The ideas and images and words of these pieces have played themselves out and over, again and again in my mind and heart. I can remember watching some of the episodes of Cosmos with my family as a child back in the nearly forgotten days when there were 3 networks and television stations would go off the air. I listen to the musical pieces inspired, in part, by that series and by the scientific wonders and vast possibilities of the world around us; I find myself wondering how and when the once widely popular veneer of hip cynicism became a bone deep cynical nihilism?
Why do so many people choose rage and fear and bitterness and fanaticism?

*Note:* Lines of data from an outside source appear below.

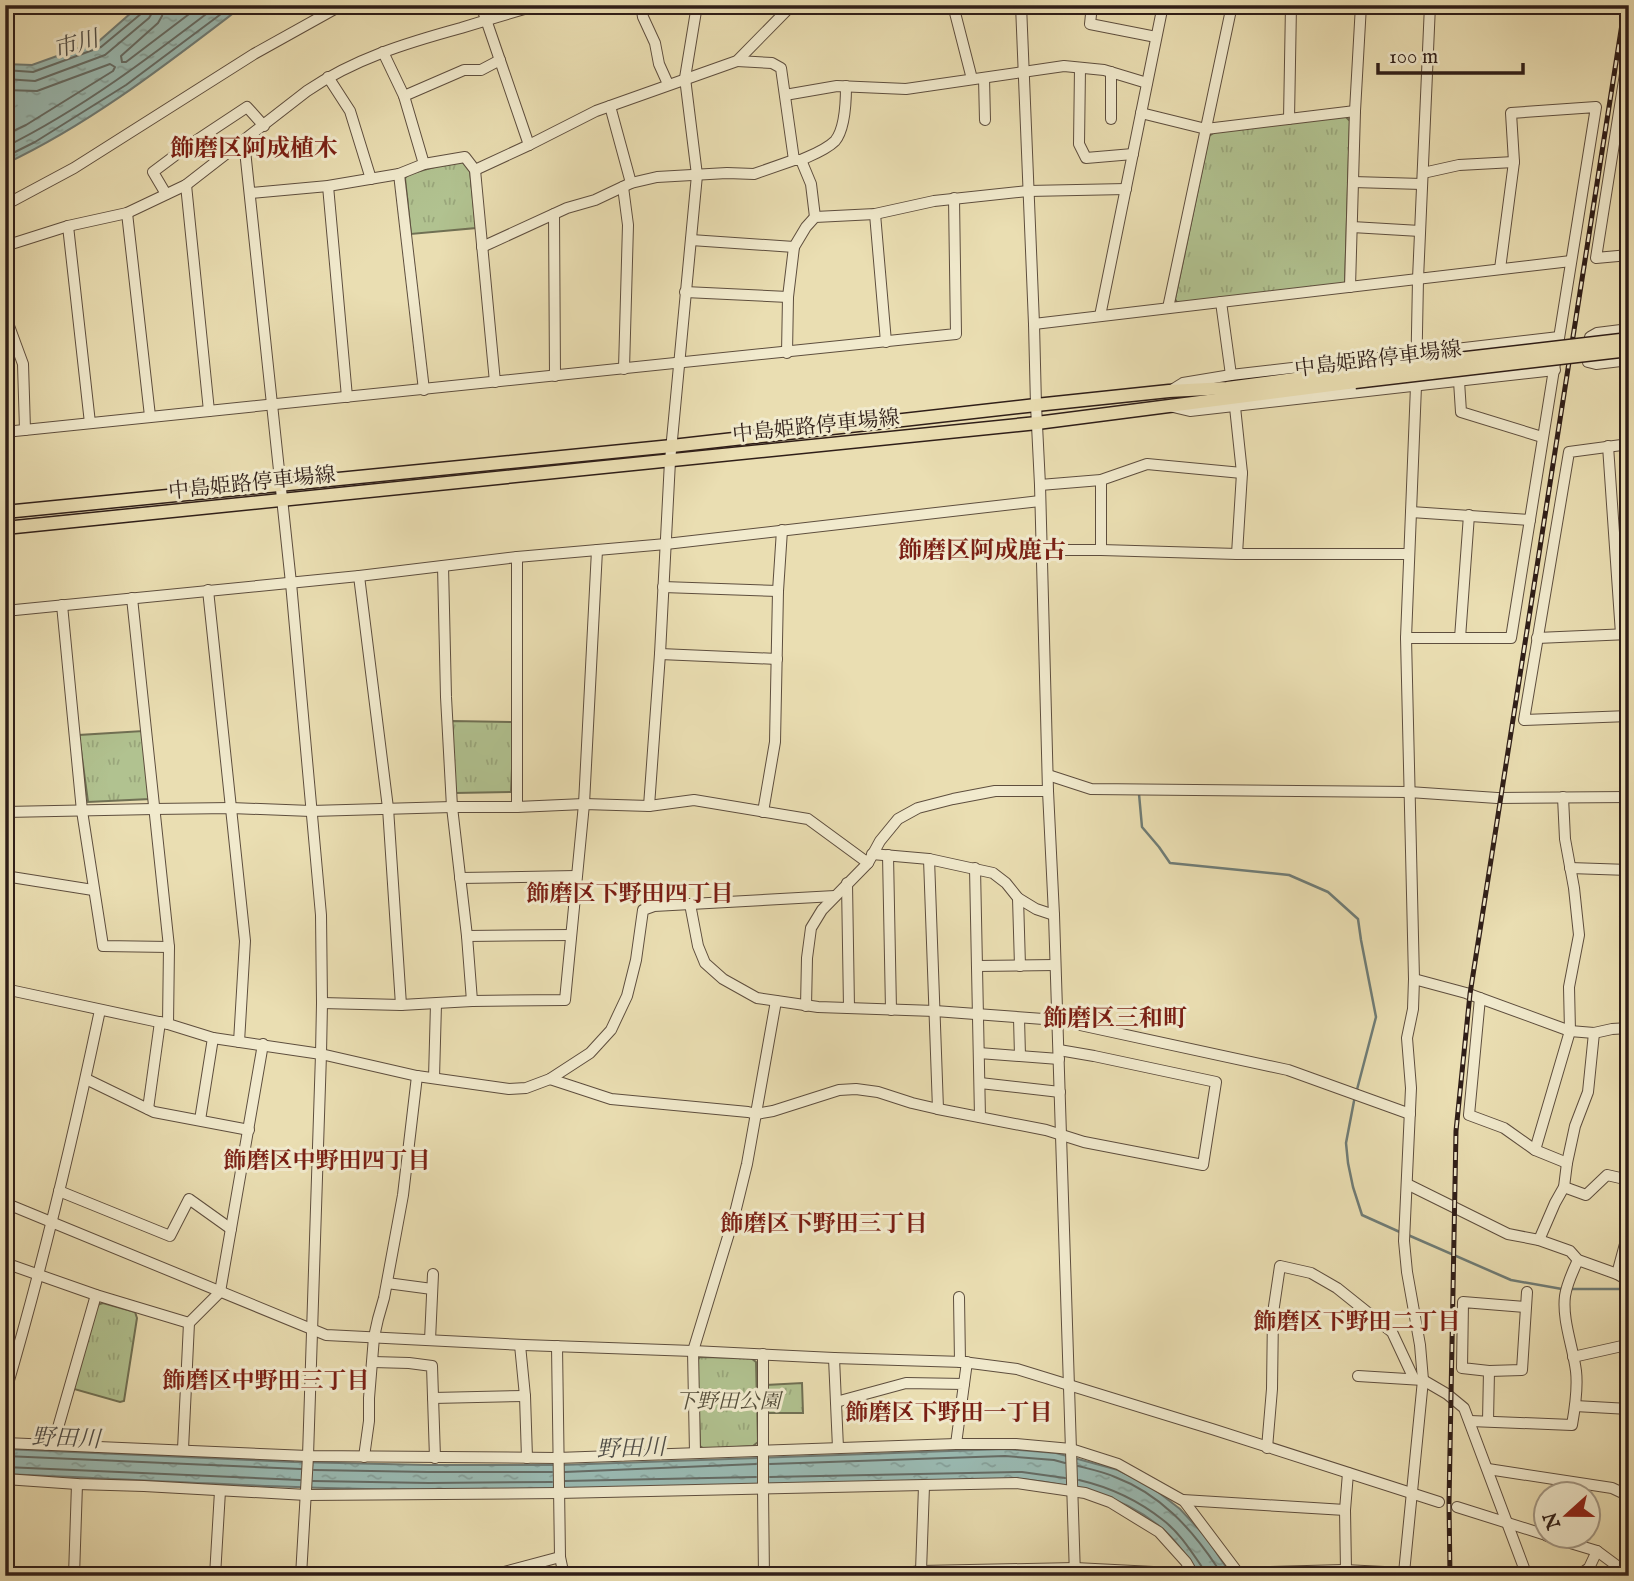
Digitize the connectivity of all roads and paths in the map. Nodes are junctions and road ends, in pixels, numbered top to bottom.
1 (342, 5) edge
2 (481, 5) edge
3 (539, 5) edge
4 (641, 5) edge
5 (697, 5) edge
6 (793, 5) edge
7 (953, 5) edge
8 (1021, 5) edge
9 (1092, 5) edge
10 (1163, 5) edge
11 (1232, 5) edge
12 (1291, 5) edge
13 (1361, 5) edge
14 (1430, 5) edge
15 (486, 21) junction
16 (1156, 37) junction
17 (383, 51) junction
18 (500, 60) junction
19 (737, 61) junction
20 (1080, 68) junction
21 (1024, 72) junction
22 (1111, 72) junction
23 (1629, 75) edge
24 (328, 77) junction
25 (685, 78) junction
26 (984, 78) junction
27 (972, 79) junction
28 (1147, 83) junction
29 (668, 84) junction
30 (846, 86) junction
31 (785, 95) junction
32 (404, 96) junction
33 (610, 106) junction
34 (1355, 111) junction
35 (1141, 113) junction
36 (1111, 119) dead end
37 (1289, 119) junction
38 (985, 120) dead end
39 (264, 125) junction
40 (1206, 129) junction
41 (244, 141) junction
42 (529, 145) junction
43 (1133, 154) junction
44 (797, 160) junction
45 (1514, 162) junction
46 (424, 164) junction
47 (475, 170) junction
48 (399, 174) junction
49 (697, 175) junction
50 (371, 178) junction
51 (1423, 179) junction
52 (1353, 182) junction
53 (627, 185) junction
54 (186, 186) junction
55 (328, 186) junction
56 (1126, 189) junction
57 (1028, 191) junction
58 (251, 193) junction
59 (166, 194) junction
60 (954, 198) junction
61 (5, 205) edge
62 (127, 213) junction
63 (554, 214) junction
64 (876, 214) junction
65 (815, 217) junction
66 (68, 226) junction
67 (1352, 227) junction
68 (1420, 231) junction
69 (691, 240) junction
70 (5, 246) edge
71 (482, 247) junction
72 (794, 247) junction
73 (1629, 255) edge
74 (1571, 261) junction
75 (1500, 269) junction
76 (1418, 279) junction
77 (1350, 287) junction
78 (685, 292) junction
79 (788, 297) junction
80 (1221, 302) junction
81 (1168, 308) junction
82 (5, 315) edge
83 (1100, 316) junction
84 (1034, 324) junction
85 (1629, 329) edge
86 (1559, 337) junction
87 (1629, 338) edge
88 (886, 342) junction
89 (1629, 350) edge
90 (787, 353) junction
91 (1417, 353) junction
92 (1629, 360) edge
93 (678, 364) junction
94 (624, 369) junction
95 (1555, 370) junction
96 (1231, 375) junction
97 (555, 376) junction
98 (1354, 377) junction
99 (1459, 381) junction
100 (495, 382) junction
101 (1416, 387) junction
102 (424, 390) junction
103 (1169, 391) junction
104 (347, 397) junction
105 (272, 405) junction
106 (1036, 405) junction
107 (1173, 406) junction
108 (1235, 407) junction
109 (209, 411) junction
110 (150, 416) junction
111 (90, 423) junction
112 (1037, 423) junction
113 (24, 430) junction
114 (5, 432) edge
115 (1542, 436) junction
116 (1629, 444) edge
117 (672, 446) junction
118 (1608, 446) junction
119 (670, 461) junction
120 (1242, 473) junction
121 (1101, 480) junction
122 (280, 485) junction
123 (1040, 485) junction
124 (282, 500) junction
125 (1040, 501) junction
126 (5, 512) edge
127 (1411, 512) junction
128 (1469, 515) junction
129 (1530, 520) junction
130 (5, 528) edge
131 (782, 530) junction
132 (666, 544) junction
133 (597, 550) junction
134 (1042, 550) junction
135 (1101, 550) junction
136 (1237, 554) junction
137 (1409, 554) junction
138 (517, 557) junction
139 (443, 566) junction
140 (359, 576) junction
141 (291, 583) junction
142 (663, 587) junction
143 (208, 590) junction
144 (778, 591) junction
145 (132, 598) junction
146 (62, 605) junction
147 (5, 611) edge
148 (1625, 634) edge
149 (1406, 638) junction
150 (1460, 638) junction
151 (1537, 638) junction
152 (660, 654) junction
153 (777, 659) junction
154 (1629, 716) edge
155 (1048, 775) junction
156 (1048, 791) junction
157 (1409, 792) junction
158 (1563, 797) junction
159 (1629, 797) edge
160 (583, 804) junction
161 (649, 806) junction
162 (452, 807) junction
163 (517, 807) junction
164 (154, 808) junction
165 (232, 808) junction
166 (388, 808) junction
167 (82, 811) junction
168 (311, 811) junction
169 (5, 812) edge
170 (763, 812) junction
171 (888, 855) junction
172 (870, 858) junction
173 (929, 859) junction
174 (975, 868) junction
175 (1570, 868) junction
176 (1629, 870) edge
177 (5, 876) edge
178 (576, 876) junction
179 (460, 878) junction
180 (847, 883) junction
181 (93, 890) junction
182 (835, 895) junction
183 (1018, 898) junction
184 (691, 904) junction
185 (1054, 915) junction
186 (571, 935) junction
187 (467, 936) junction
188 (169, 947) junction
189 (1055, 965) junction
190 (977, 966) junction
191 (1020, 966) junction
192 (1414, 979) junction
193 (5, 989) edge
194 (1480, 998) junction
195 (471, 1001) junction
196 (776, 1001) junction
197 (322, 1003) junction
198 (436, 1004) junction
199 (401, 1005) junction
200 (806, 1006) junction
201 (849, 1008) junction
202 (100, 1010) junction
203 (891, 1010) junction
204 (935, 1011) junction
205 (978, 1014) junction
206 (1019, 1017) junction
207 (1057, 1020) junction
208 (164, 1023) junction
209 (1629, 1028) edge
210 (1570, 1031) junction
211 (1594, 1033) junction
212 (213, 1038) junction
213 (239, 1042) junction
214 (263, 1044) junction
215 (979, 1052) junction
216 (321, 1054) junction
217 (1059, 1055) junction
218 (1020, 1056) junction
219 (417, 1076) junction
220 (434, 1078) junction
221 (86, 1079) junction
222 (550, 1079) junction
223 (980, 1083) junction
224 (1060, 1092) junction
225 (148, 1109) junction
226 (938, 1109) junction
227 (755, 1114) junction
228 (1410, 1115) junction
229 (980, 1117) junction
230 (200, 1121) junction
231 (249, 1130) junction
232 (1061, 1136) junction
233 (1535, 1150) junction
234 (1567, 1163) junction
235 (1629, 1180) edge
236 (1407, 1184) junction
237 (1564, 1187) junction
238 (59, 1191) junction
239 (5, 1203) edge
240 (51, 1224) junction
241 (231, 1229) junction
242 (1629, 1229) edge
243 (1539, 1240) junction
244 (1626, 1249) edge
245 (1577, 1259) junction
246 (5, 1263) edge
247 (1617, 1274) junction
248 (39, 1275) junction
249 (433, 1275) dead end
250 (1629, 1281) edge
251 (387, 1283) junction
252 (432, 1289) junction
253 (220, 1292) junction
254 (1527, 1292) dead end
255 (96, 1294) junction
256 (958, 1297) dead end
257 (1525, 1307) junction
258 (189, 1323) junction
259 (312, 1328) junction
260 (374, 1338) junction
261 (430, 1340) junction
262 (520, 1345) junction
263 (557, 1346) junction
264 (1622, 1346) dead end
265 (693, 1351) junction
266 (763, 1354) junction
267 (1573, 1357) junction
268 (834, 1358) junction
269 (373, 1362) junction
270 (964, 1362) junction
271 (1489, 1371) junction
272 (1358, 1376) dead end
273 (1418, 1379) junction
274 (964, 1384) junction
275 (1069, 1384) junction
276 (5, 1394) edge
277 (525, 1396) junction
278 (433, 1398) junction
279 (836, 1402) junction
280 (1575, 1406) junction
281 (1629, 1409) edge
282 (1469, 1421) junction
283 (1488, 1421) junction
284 (5, 1443) edge
285 (53, 1444) junction
286 (956, 1444) junction
287 (838, 1448) junction
288 (1267, 1448) junction
289 (1071, 1449) junction
290 (183, 1450) junction
291 (764, 1450) junction
292 (695, 1453) junction
293 (308, 1456) junction
294 (364, 1457) junction
295 (435, 1458) junction
296 (527, 1458) junction
297 (557, 1458) junction
298 (1488, 1469) junction
299 (1348, 1473) junction
300 (5, 1479) edge
301 (77, 1484) junction
302 (924, 1486) junction
303 (763, 1490) junction
304 (220, 1491) junction
305 (1071, 1491) junction
306 (558, 1493) junction
307 (1412, 1493) junction
308 (306, 1495) junction
309 (1629, 1496) edge
310 (1183, 1500) junction
311 (1440, 1502) dead end
312 (1457, 1507) dead end
313 (1345, 1510) junction
314 (1506, 1522) junction
315 (1532, 1530) edge
316 (1594, 1550) edge
317 (1597, 1551) junction
318 (560, 1557) junction
319 (1346, 1570) junction
320 (922, 1571) junction
321 (1075, 1572) edge
322 (1238, 1574) edge
323 (1403, 1574) edge
324 (1629, 1574) edge
325 (1194, 1575) edge
326 (1527, 1575) edge
327 (1578, 1575) edge
328 (74, 1576) edge
329 (215, 1576) edge
330 (302, 1576) edge
331 (489, 1576) edge
332 (564, 1576) edge
333 (764, 1576) edge
334 (882, 1576) edge

1 - 61 street
2 - 15 street
3 - 15 street
4 - 29 street
5 - 25 street
6 - 19 street
7 - 27 street
8 - 21 street
9 - 16 street
10 - 16 street
11 - 40 street
12 - 37 street
13 - 34 street
14 - 51 street
15 - 17 street
15 - 18 street
16 - 28 street
17 - 24 street
17 - 32 street
18 - 32 street
18 - 42 street
19 - 25 street
19 - 31 street
20 - 21 street
20 - 22 street
20 - 43 street
21 - 26 street
21 - 57 street
22 - 28 street
22 - 36 street
23 - 73 street
24 - 39 street
24 - 50 street
25 - 29 street
25 - 49 street
26 - 27 street
26 - 38 street
27 - 30 street
28 - 35 street
29 - 33 street
30 - 31 street
30 - 44 street
31 - 44 street
32 - 46 street
33 - 42 street
33 - 53 street
34 - 37 street
34 - 52 street
35 - 40 street
35 - 43 street
37 - 40 street
39 - 41 street
39 - 59 street
40 - 81 street
41 - 54 street
41 - 58 street
42 - 47 street
43 - 56 street
44 - 49 street
44 - 65 street
45 - 51 street
45 - 74 street
45 - 75 street
46 - 47 street
46 - 48 street
47 - 71 street
48 - 50 street
48 - 102 street
49 - 53 street
49 - 69 street
50 - 55 street
51 - 52 street
51 - 68 street
52 - 67 street
53 - 63 street
53 - 94 street
54 - 59 street
54 - 109 street
55 - 58 street
55 - 104 street
56 - 57 street
56 - 83 street
57 - 60 street
57 - 84 street
58 - 105 street
59 - 62 street
60 - 64 street
60 - 88 street
62 - 66 street
62 - 110 street
63 - 71 street
63 - 97 street
64 - 65 street
64 - 88 street
65 - 72 street
66 - 70 street
66 - 111 street
67 - 68 street
67 - 77 street
68 - 76 street
69 - 72 street
69 - 78 street
71 - 100 street
72 - 79 street
74 - 75 street
74 - 86 street
75 - 76 street
76 - 77 street
76 - 91 street
77 - 80 street
78 - 79 street
78 - 93 street
79 - 90 street
80 - 81 street
80 - 96 street
81 - 83 street
82 - 113 street
83 - 84 street
84 - 106 street
85 - 92 street
86 - 91 street
86 - 95 street
87 - 98 main road, 中島姫路停車場線, bridge
88 - 90 street
89 - 98 main road, 中島姫路停車場線, bridge
90 - 93 street
91 - 96 street
91 - 101 street
93 - 94 street
93 - 117 street
94 - 97 street
95 - 99 street
95 - 115 street
96 - 103 street
97 - 100 street
98 - 103 main road, 中島姫路停車場線
98 - 107 main road, 中島姫路停車場線
99 - 101 street
99 - 115 street
100 - 102 street
101 - 108 street
101 - 127 street
102 - 104 street
103 - 106 main road, 中島姫路停車場線
104 - 105 street
105 - 109 street
105 - 122 street
106 - 112 street
106 - 117 main road, 中島姫路停車場線
107 - 108 street
107 - 112 main road, 中島姫路停車場線
108 - 120 street
109 - 110 street
110 - 111 street
111 - 113 street
112 - 119 main road, 中島姫路停車場線
112 - 123 street
113 - 114 street
115 - 129 street
116 - 118 street
117 - 119 street
117 - 122 main road, 中島姫路停車場線
118 - 148 street
118 - 151 street
119 - 124 main road, 中島姫路停車場線
119 - 132 street
120 - 121 street
120 - 136 street
121 - 123 street
121 - 135 street
122 - 124 street
122 - 126 main road, 中島姫路停車場線
123 - 125 street
124 - 130 main road, 中島姫路停車場線
124 - 141 street
125 - 131 street
125 - 134 street
127 - 128 street
127 - 137 street
128 - 129 street
128 - 150 street
129 - 150 street
131 - 132 street
131 - 144 street
132 - 133 street
132 - 142 street
133 - 138 street
133 - 160 street
134 - 135 street
134 - 155 street
135 - 136 street
136 - 137 street
137 - 149 street
138 - 139 street
138 - 163 street
139 - 140 street
139 - 162 street
140 - 141 street
140 - 166 street
141 - 143 street
141 - 168 street
142 - 144 street
142 - 152 street
143 - 145 street
143 - 165 street
144 - 153 street
145 - 146 street
145 - 164 street
146 - 147 street
146 - 167 street
148 - 151 street
149 - 150 street
149 - 157 street
151 - 154 street
152 - 153 street
152 - 161 street
153 - 170 street
155 - 156 street
155 - 157 street
156 - 172 street
156 - 185 street
157 - 158 street
157 - 192 street
158 - 159 street
158 - 175 street
160 - 161 street
160 - 163 street
160 - 178 street
161 - 170 street
162 - 163 street
162 - 166 street
162 - 179 street
164 - 165 street
164 - 167 street
164 - 188 street
165 - 168 street
165 - 213 street
166 - 168 street
166 - 199 street
167 - 169 street
167 - 181 street
168 - 197 street
170 - 172 street
171 - 172 street
171 - 173 street
171 - 203 street
172 - 180 street
173 - 174 street
173 - 204 street
174 - 183 street
174 - 190 street
175 - 176 street
175 - 210 street
177 - 181 street
178 - 179 street
178 - 186 street
179 - 187 street
180 - 182 street
180 - 201 street
181 - 188 street
182 - 184 street
182 - 200 street
183 - 185 street
183 - 191 street
184 - 196 street
184 - 222 street
185 - 189 street
186 - 187 street
186 - 195 street
187 - 195 street
188 - 208 street
189 - 191 street
189 - 207 street
190 - 191 street
190 - 205 street
192 - 194 street
192 - 228 street
193 - 202 street
194 - 210 street
194 - 233 street
195 - 198 street
196 - 200 street
196 - 227 street
197 - 199 street
197 - 216 street
198 - 199 street
198 - 220 street
200 - 201 street
201 - 203 street
202 - 208 street
202 - 221 street
203 - 204 street
204 - 205 street
204 - 226 street
205 - 206 street
205 - 215 street
206 - 207 street
206 - 218 street
207 - 217 street
207 - 228 street
208 - 212 street
208 - 225 street
209 - 211 street
210 - 211 street
210 - 233 street
211 - 234 street
212 - 213 street
212 - 230 street
213 - 214 street
214 - 216 street
214 - 231 street
215 - 218 street
215 - 223 street
216 - 219 street
216 - 259 street
217 - 218 street
217 - 224 street
217 - 232 street
219 - 220 street
219 - 251 street
220 - 222 street
221 - 225 street
221 - 238 street
222 - 227 street
223 - 224 street
223 - 229 street
224 - 232 street
225 - 230 street
226 - 227 street
226 - 229 street
227 - 265 street
228 - 236 street
229 - 232 street
230 - 231 street
231 - 241 street
232 - 275 street
233 - 234 street
234 - 237 street
235 - 237 street
236 - 243 street
236 - 273 street
237 - 243 street
238 - 240 street
238 - 241 street
239 - 240 street
240 - 248 street
240 - 253 street
241 - 253 street
242 - 244 street
243 - 245 street
244 - 247 street
245 - 247 street
245 - 267 street
246 - 248 street
247 - 250 street
248 - 255 street
248 - 276 street
249 - 252 street
251 - 252 street
251 - 260 street
252 - 261 street
253 - 258 street
253 - 259 street
254 - 257 street
255 - 258 street
255 - 285 street
256 - 270 street
257 - 271 street
257 - 271 street
258 - 290 street
259 - 260 street
259 - 293 street
260 - 261 street
260 - 269 street
261 - 262 street
262 - 263 street
262 - 277 street
263 - 265 street
263 - 297 street
264 - 267 street
265 - 266 street
265 - 292 street
266 - 268 street
266 - 291 street
267 - 280 street
268 - 270 street
268 - 279 street
269 - 278 street
269 - 294 street
270 - 274 street
270 - 275 street
271 - 283 street
272 - 273 street
273 - 282 street
273 - 288 street
273 - 307 street
274 - 279 street
274 - 286 street
275 - 288 street
275 - 289 street
277 - 278 street
277 - 296 street
278 - 295 street
279 - 287 street
280 - 281 street
280 - 283 street
282 - 283 street
282 - 298 street
284 - 285 street
285 - 290 street
286 - 287 street
286 - 289 street
287 - 291 street
288 - 299 street
289 - 305 street
289 - 310 street
290 - 293 street
291 - 292 street
291 - 303 street
292 - 297 street
293 - 294 street
293 - 308 street
294 - 295 street
295 - 296 street
296 - 297 street
297 - 306 street
298 - 309 street
298 - 314 street
299 - 307 street
299 - 313 street
300 - 301 street
301 - 304 street
301 - 328 street
302 - 303 street
302 - 305 street
302 - 320 street
303 - 306 street
303 - 333 street
304 - 308 street
304 - 329 street
305 - 321 street
305 - 325 street
306 - 308 street
306 - 318 street
307 - 311 street
307 - 323 street
308 - 330 street
310 - 313 street
310 - 322 street
312 - 314 street
313 - 319 street
314 - 315 street
314 - 326 street
316 - 317 street
317 - 324 street
317 - 327 street
318 - 331 street
318 - 332 street
319 - 322 street
319 - 323 street
320 - 321 street
320 - 334 street
321 - 325 street
322 - 325 street
323 - 326 street
324 - 327 street
326 - 327 street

It seems sometimes that folks think that joy and hope and happiness are either simple minded pursuits; or that people have the idea that these things are achieved only by venting their anger and running away from their fears. Nothing could be further from the truth. In my experience, happiness and joy and hope are complicated and difficult. More often than not they seem to come from doing the hard work of facing our fears and working through them, from harvesting the energy of our anger and using it for something more productive to make a positive difference in our lives and the lives of others.
So much of what we hear from popular culture and society is weighted down with despair and predictions of doom and collapse… Do the authors of such things not realize that the future of humanity is a self-fulfilling prophecy?
We must stand up for the future.
Not only for ourselves and our future generations, but to honor our ancestors and thank them for the gift of our lives and the precious gifts they have given or passed down to us, to honor and be in right relationship with the spirits of the world around us – whatever we concieve them to be, to serve and honor our loving relationships with The Holy Powers ~ whatever our experience or understanding of them; for all of these reasons I believe we have a holy duty to stand up for the future.
We must not be afraid to discuss the values and virtues and ethics we have discovered in our contemporary Pagan faiths. There are enough books on rituals and spells and prayers to last us a few generations… lets start writing works on confronting poverty and hunger from Pagan perspectives. Let us set aside the fear of prejudice, and the once glamorous but now tattered and worn mantle of the outsider and the rebel, and take pride in ourselves and our faiths, in our works and lives and worship and in our Pagan communities and our larger communities.
This I believe, is the challenge and the duty the Gods have set before us.